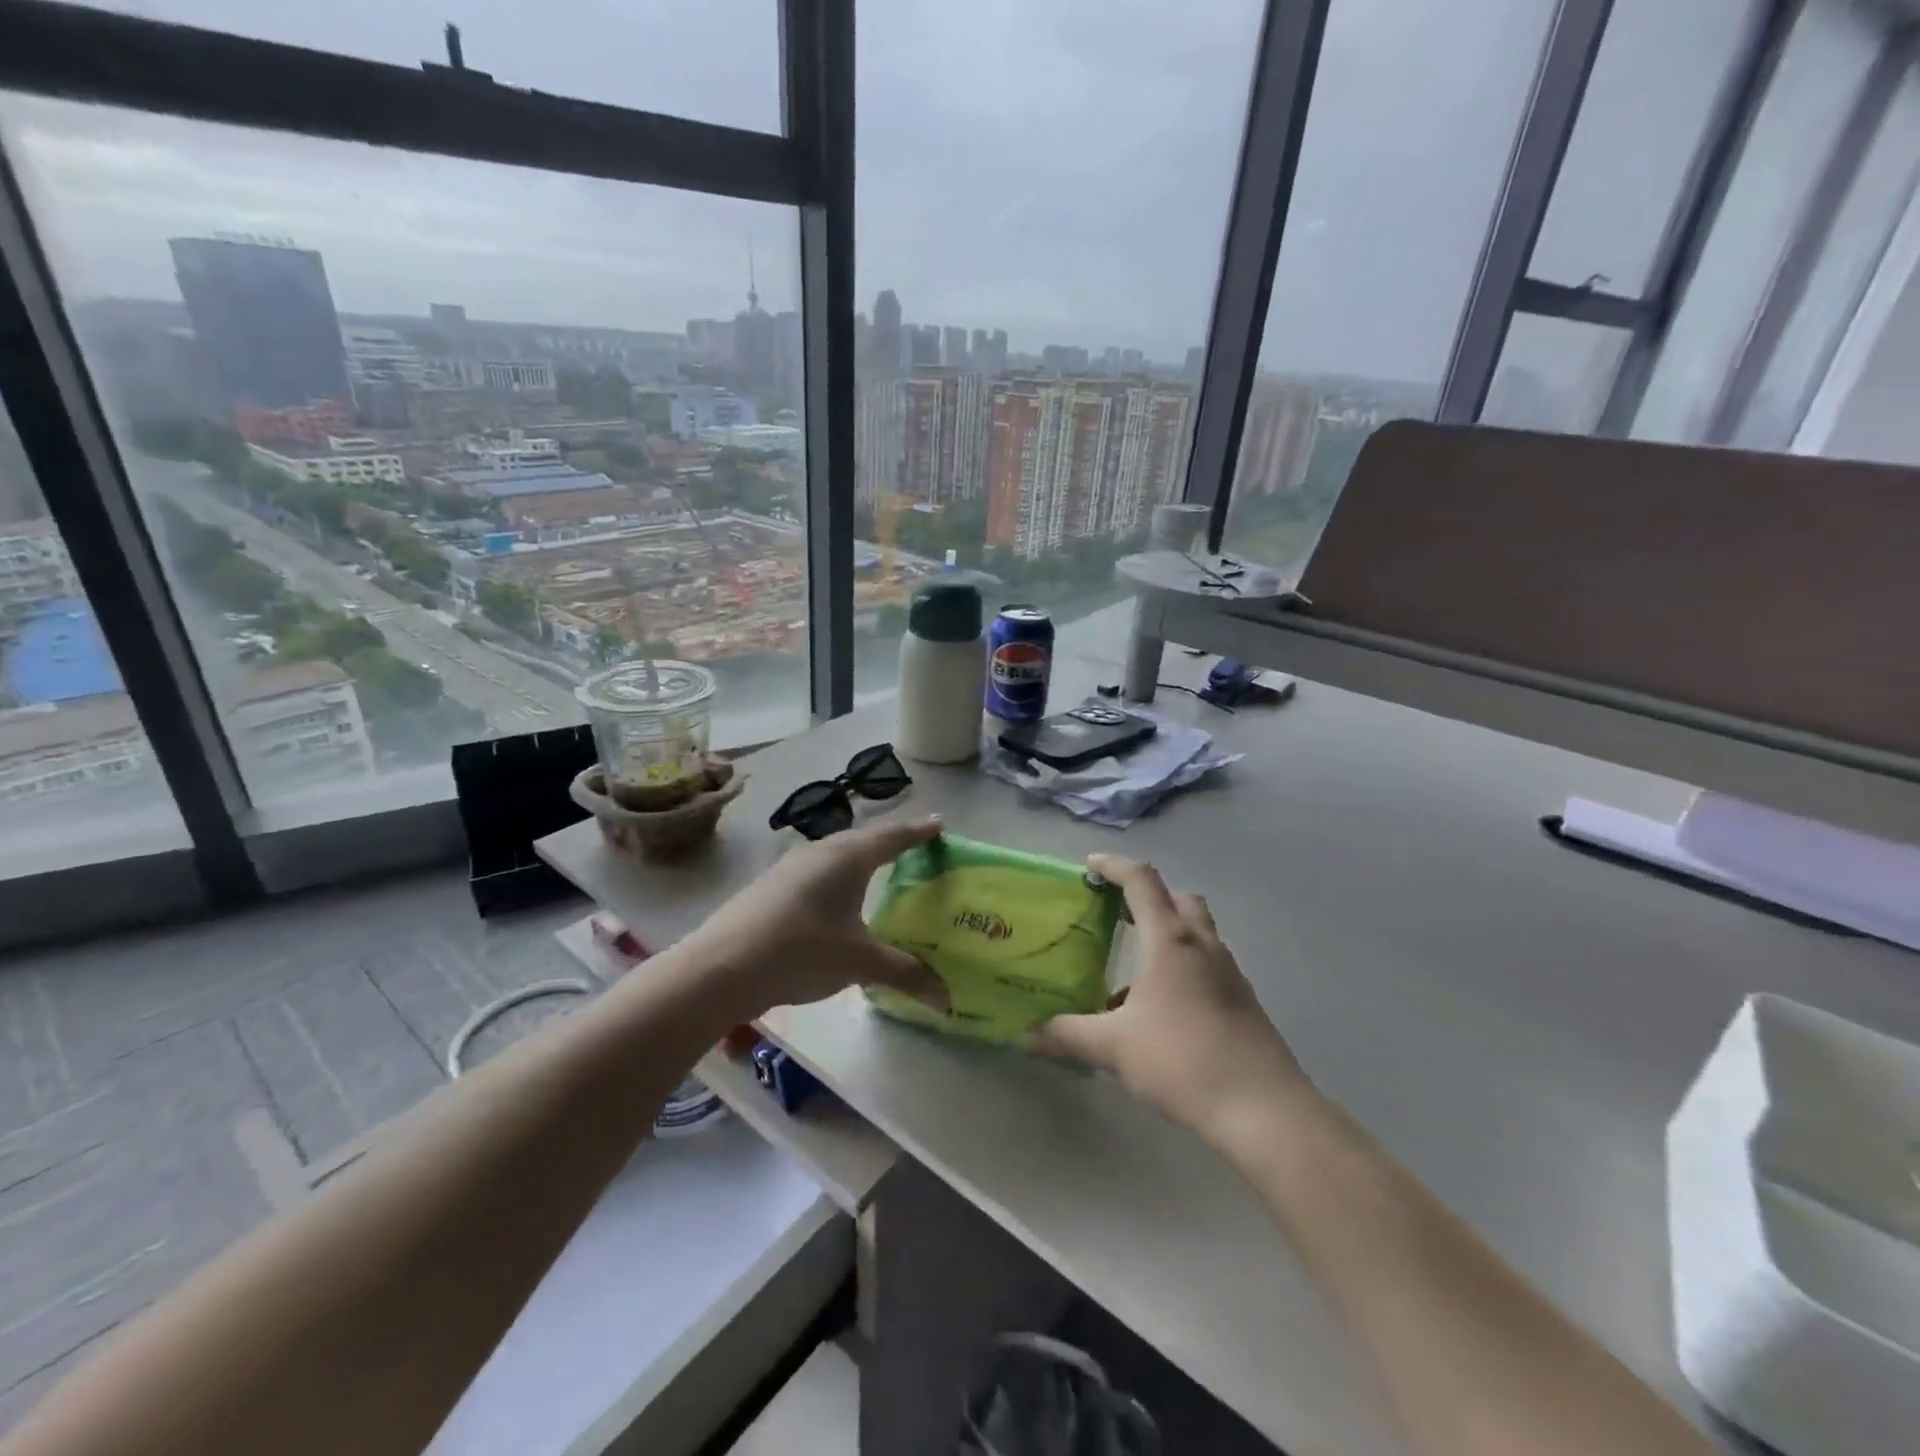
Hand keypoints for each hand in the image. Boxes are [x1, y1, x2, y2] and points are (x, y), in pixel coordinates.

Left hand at [680, 813, 948, 1018]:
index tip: (940, 824)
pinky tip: (835, 902)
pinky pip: (817, 871)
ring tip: (879, 872)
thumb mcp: (860, 963)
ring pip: (837, 854)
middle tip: (916, 849)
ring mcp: (791, 866)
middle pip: (865, 840)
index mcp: (850, 857)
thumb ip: (905, 973)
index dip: (920, 831)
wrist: (721, 966)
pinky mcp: (771, 885)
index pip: (894, 836)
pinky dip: (837, 878)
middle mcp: (822, 851)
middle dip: (891, 843)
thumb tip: (946, 998)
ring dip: (861, 860)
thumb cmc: (802, 951)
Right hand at [1027, 854, 1311, 1145]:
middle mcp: (1203, 945)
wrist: (1263, 1109)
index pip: (1142, 881)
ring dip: (1167, 933)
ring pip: (1197, 932)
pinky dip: (1183, 967)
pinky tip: (1161, 1008)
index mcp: (1170, 941)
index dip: (1114, 866)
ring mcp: (1229, 973)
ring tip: (1134, 965)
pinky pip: (1207, 965)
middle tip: (1116, 912)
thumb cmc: (1183, 1061)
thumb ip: (1067, 1035)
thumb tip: (1026, 1036)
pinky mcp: (1243, 1001)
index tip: (1090, 866)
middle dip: (1147, 897)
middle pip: (1178, 898)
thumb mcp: (1114, 1048)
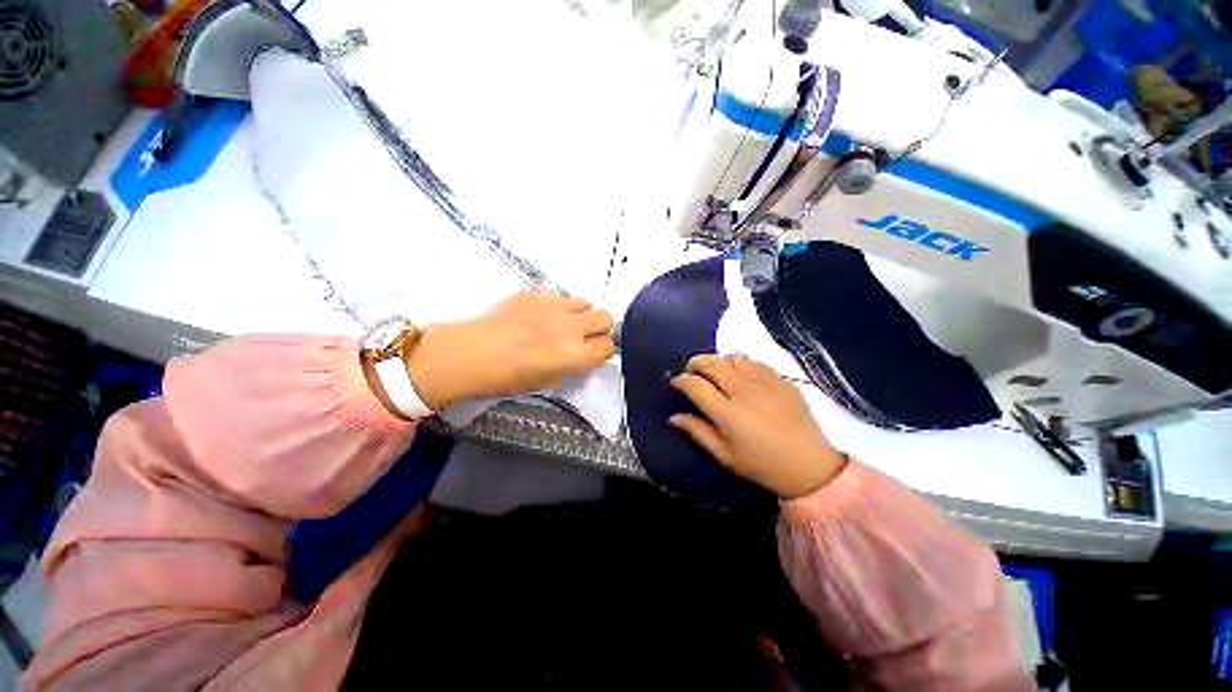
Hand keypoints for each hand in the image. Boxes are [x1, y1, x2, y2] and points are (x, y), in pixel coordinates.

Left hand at [405, 291, 615, 409]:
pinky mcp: (534, 292)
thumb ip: (570, 368)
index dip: (603, 351)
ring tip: (562, 323)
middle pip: (605, 317)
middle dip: (600, 328)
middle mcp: (569, 327)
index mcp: (572, 354)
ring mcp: (552, 306)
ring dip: (580, 314)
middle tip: (584, 336)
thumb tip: (579, 357)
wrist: (469, 353)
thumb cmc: (506, 377)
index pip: (607, 346)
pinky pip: (559, 296)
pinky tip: (538, 316)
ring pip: (584, 302)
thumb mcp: (545, 382)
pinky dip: (557, 307)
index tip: (594, 353)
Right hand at [669, 354, 846, 498]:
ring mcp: (765, 383)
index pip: (696, 385)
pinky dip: (740, 363)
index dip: (681, 380)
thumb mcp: (725, 456)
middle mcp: (744, 392)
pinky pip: (754, 362)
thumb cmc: (762, 465)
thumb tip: (673, 417)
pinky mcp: (782, 380)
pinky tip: (739, 374)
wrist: (810, 466)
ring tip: (714, 371)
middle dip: (696, 363)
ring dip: (718, 360)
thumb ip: (698, 432)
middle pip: (713, 364)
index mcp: (728, 413)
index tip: (676, 382)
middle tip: (691, 371)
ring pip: (733, 358)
• • • • • • •
With the line holding "middle mcp: (822, 851)" as the first and the line holding "index tip: (1090, 866)" as the last, set down that range of the entries above exactly, and nothing else.

_OUTPUT BELOW_.
middle mcp: (822, 851)
middle dip: (891, 843)
thumb tip: (946, 998)
ring dip: (861, 860)
thumb cmc: (802, 951)
Right hand at [1027, 854, 1311, 1145]:
middle mcp: (1203, 945)
wrist: (1263, 1109)
index pip: (1142, 881)
ring dip: (1167, 933)
ring pip: (1197, 932)
pinky dip: (1183, 967)
pinky tip: (1161, 1008)
index mcp: (1170, 941)
index dip: (1114, 866)
ring mcp: (1229, 973)
ring tip: (1134, 965)
pinky pip: (1207, 965)
middle tip: (1116, 912)
thumb cmc: (1183, 1061)
thumb ip: (1067, 1035)
thumb tip: (1026, 1036)
pinky mcp: (1243, 1001)
index tip: (1090, 866)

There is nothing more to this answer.